To prevent this, the Matawai partnered with the Amazon Conservation Team (ACT) to record, compile and digitize an unprecedented repository of stories, including place-based narratives mapped to more than 700 sacred sites, settlements, and other places of significance across their territory. Together, they created a novel, open-source, offline-compatible app called Terrastories, which allows local communities to locate and map their own storytelling traditions about longstanding places and narratives in their heritage.
“My inner wiseman had been sleeping all this time, but then I realized it was not too late,” observed Josef Dennert, a Matawai elder, about why he wanted to get involved with the project. Dennert and several dozen other elders have been interviewed and video recorded by Matawai youth, sharing hours of ancestral histories. “I had to follow them, and finally apply my knowledge.”

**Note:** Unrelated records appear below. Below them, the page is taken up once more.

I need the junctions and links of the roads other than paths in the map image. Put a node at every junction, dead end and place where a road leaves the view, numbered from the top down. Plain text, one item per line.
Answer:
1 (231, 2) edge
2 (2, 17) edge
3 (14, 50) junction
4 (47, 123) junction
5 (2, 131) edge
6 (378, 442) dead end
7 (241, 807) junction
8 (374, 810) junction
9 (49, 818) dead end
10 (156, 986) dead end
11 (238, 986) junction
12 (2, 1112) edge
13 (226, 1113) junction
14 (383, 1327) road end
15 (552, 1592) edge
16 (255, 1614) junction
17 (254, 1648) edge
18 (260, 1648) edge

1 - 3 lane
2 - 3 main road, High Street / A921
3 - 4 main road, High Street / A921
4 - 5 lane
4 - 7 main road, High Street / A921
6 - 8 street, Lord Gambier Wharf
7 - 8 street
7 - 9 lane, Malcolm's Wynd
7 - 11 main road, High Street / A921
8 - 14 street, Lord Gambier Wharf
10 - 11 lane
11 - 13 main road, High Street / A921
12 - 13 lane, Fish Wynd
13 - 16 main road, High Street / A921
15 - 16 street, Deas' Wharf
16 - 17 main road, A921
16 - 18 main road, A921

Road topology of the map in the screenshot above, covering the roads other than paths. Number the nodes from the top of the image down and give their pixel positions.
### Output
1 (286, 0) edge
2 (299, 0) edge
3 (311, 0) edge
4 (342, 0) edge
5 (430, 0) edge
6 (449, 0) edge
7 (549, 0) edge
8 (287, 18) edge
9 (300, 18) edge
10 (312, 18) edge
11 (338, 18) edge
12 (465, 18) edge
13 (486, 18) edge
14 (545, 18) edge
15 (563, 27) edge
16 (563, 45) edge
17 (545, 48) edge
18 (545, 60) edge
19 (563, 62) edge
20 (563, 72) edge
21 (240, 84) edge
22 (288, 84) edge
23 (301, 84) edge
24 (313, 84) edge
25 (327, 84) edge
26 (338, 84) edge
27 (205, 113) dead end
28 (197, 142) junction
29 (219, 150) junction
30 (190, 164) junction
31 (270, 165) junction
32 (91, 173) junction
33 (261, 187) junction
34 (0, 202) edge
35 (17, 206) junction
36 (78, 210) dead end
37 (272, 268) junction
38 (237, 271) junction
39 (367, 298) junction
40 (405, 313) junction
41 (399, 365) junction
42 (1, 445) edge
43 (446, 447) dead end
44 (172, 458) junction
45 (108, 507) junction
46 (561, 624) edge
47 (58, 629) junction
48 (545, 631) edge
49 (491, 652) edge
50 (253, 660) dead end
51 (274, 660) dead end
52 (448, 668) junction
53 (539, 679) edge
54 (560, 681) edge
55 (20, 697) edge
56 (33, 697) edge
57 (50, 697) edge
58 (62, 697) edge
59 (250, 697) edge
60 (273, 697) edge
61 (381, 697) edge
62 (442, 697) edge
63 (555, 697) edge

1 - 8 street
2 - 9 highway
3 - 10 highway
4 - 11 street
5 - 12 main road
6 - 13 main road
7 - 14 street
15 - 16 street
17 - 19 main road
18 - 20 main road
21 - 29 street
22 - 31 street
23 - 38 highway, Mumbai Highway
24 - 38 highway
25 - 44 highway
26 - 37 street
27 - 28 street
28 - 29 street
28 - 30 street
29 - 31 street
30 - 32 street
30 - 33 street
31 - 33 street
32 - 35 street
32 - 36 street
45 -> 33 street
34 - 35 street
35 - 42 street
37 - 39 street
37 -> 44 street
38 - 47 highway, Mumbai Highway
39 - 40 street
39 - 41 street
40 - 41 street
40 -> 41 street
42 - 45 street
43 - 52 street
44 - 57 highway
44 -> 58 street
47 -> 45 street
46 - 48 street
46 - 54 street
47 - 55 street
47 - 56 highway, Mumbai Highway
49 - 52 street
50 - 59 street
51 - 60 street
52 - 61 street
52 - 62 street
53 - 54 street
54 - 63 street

In 2018, thanks to a support from the Smithsonian Institution’s “Recovering Voices” program, Dennert along with two other Matawai traveled to Washington, D.C. to research the papers of Edward C. Green, who recently donated ethnographic research on the Matawai to the Smithsonian’s National Anthropological Archives—the first time any Matawai have seen the findings.

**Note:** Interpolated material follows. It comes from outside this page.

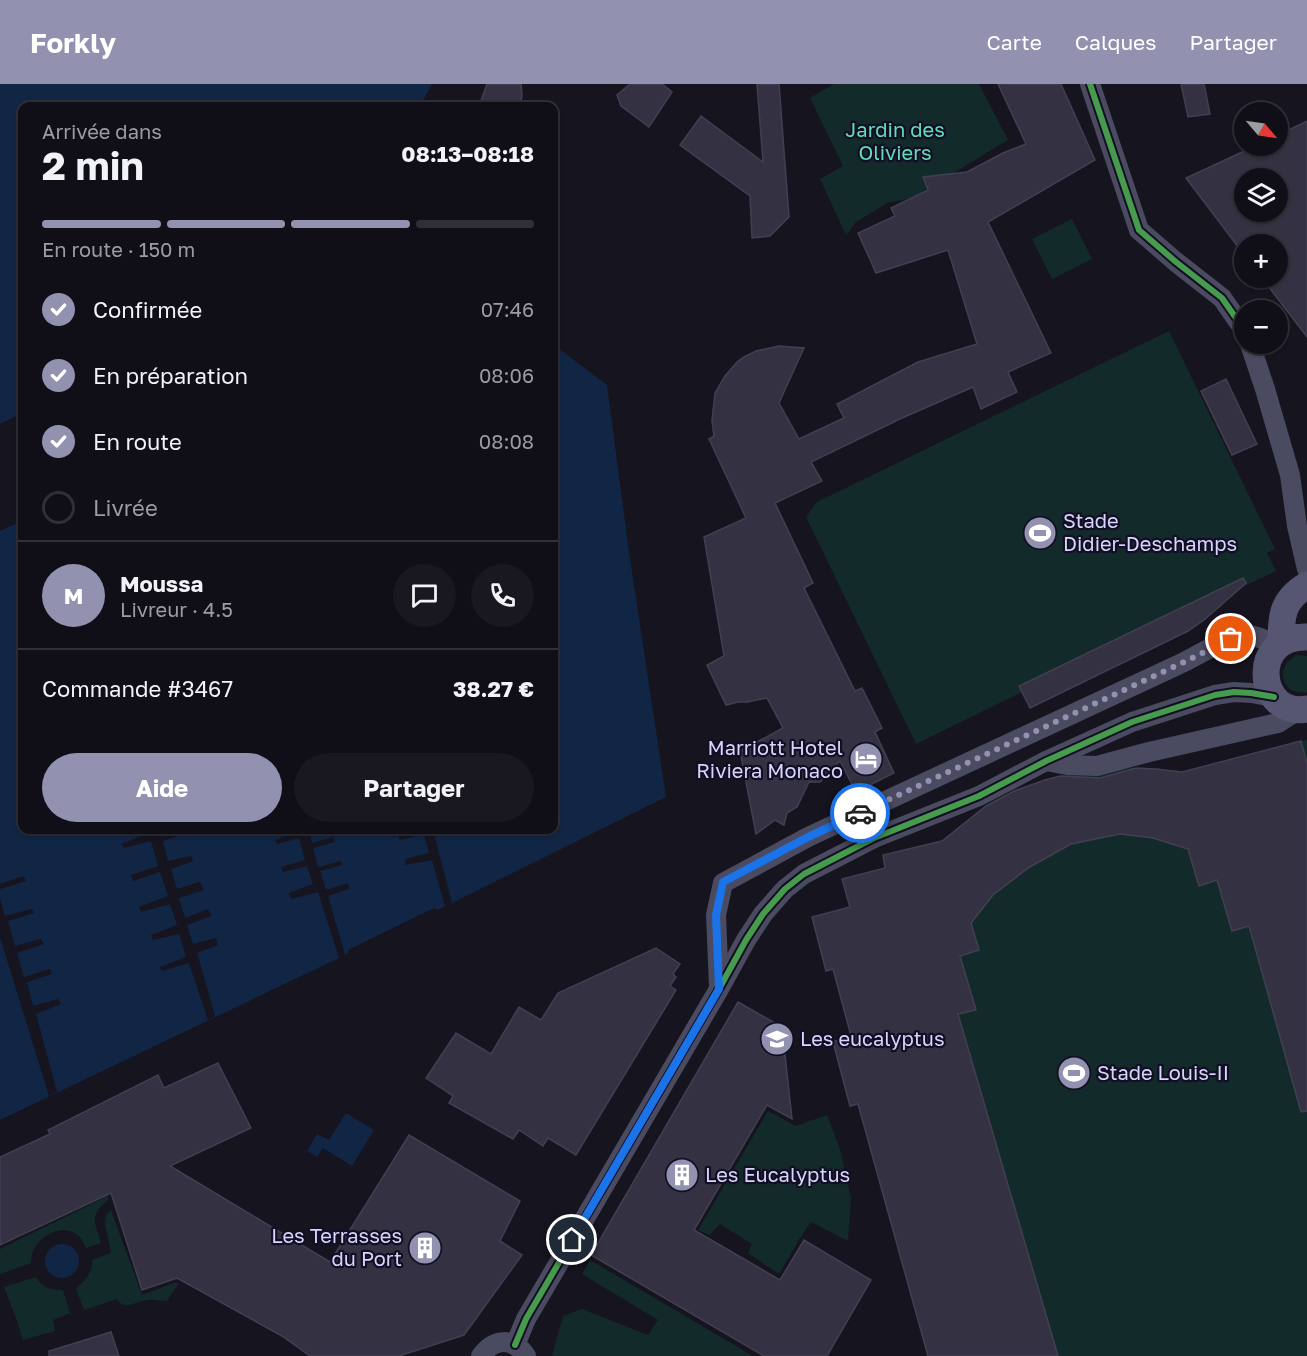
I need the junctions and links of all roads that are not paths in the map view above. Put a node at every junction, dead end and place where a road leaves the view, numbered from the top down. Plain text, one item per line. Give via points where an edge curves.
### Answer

Published in celebration of Suriname’s National Maroon Day, the storytelling map presents these invaluable oral histories, vintage photographs, and archival documents recovered by the Matawai in recent years, in conjunction with interactive maps, to tell the story of how the Matawai came to settle in their ancestral lands in central Suriname.
Produced in collaboration with UNESCO, the National Archives of Suriname, and Smithsonian’s Recovering Voices program, Lands of Freedom serves as an important landmark in the endeavor to preserve, recognize, and honor the intangible cultural heritage of the Surinamese Maroons.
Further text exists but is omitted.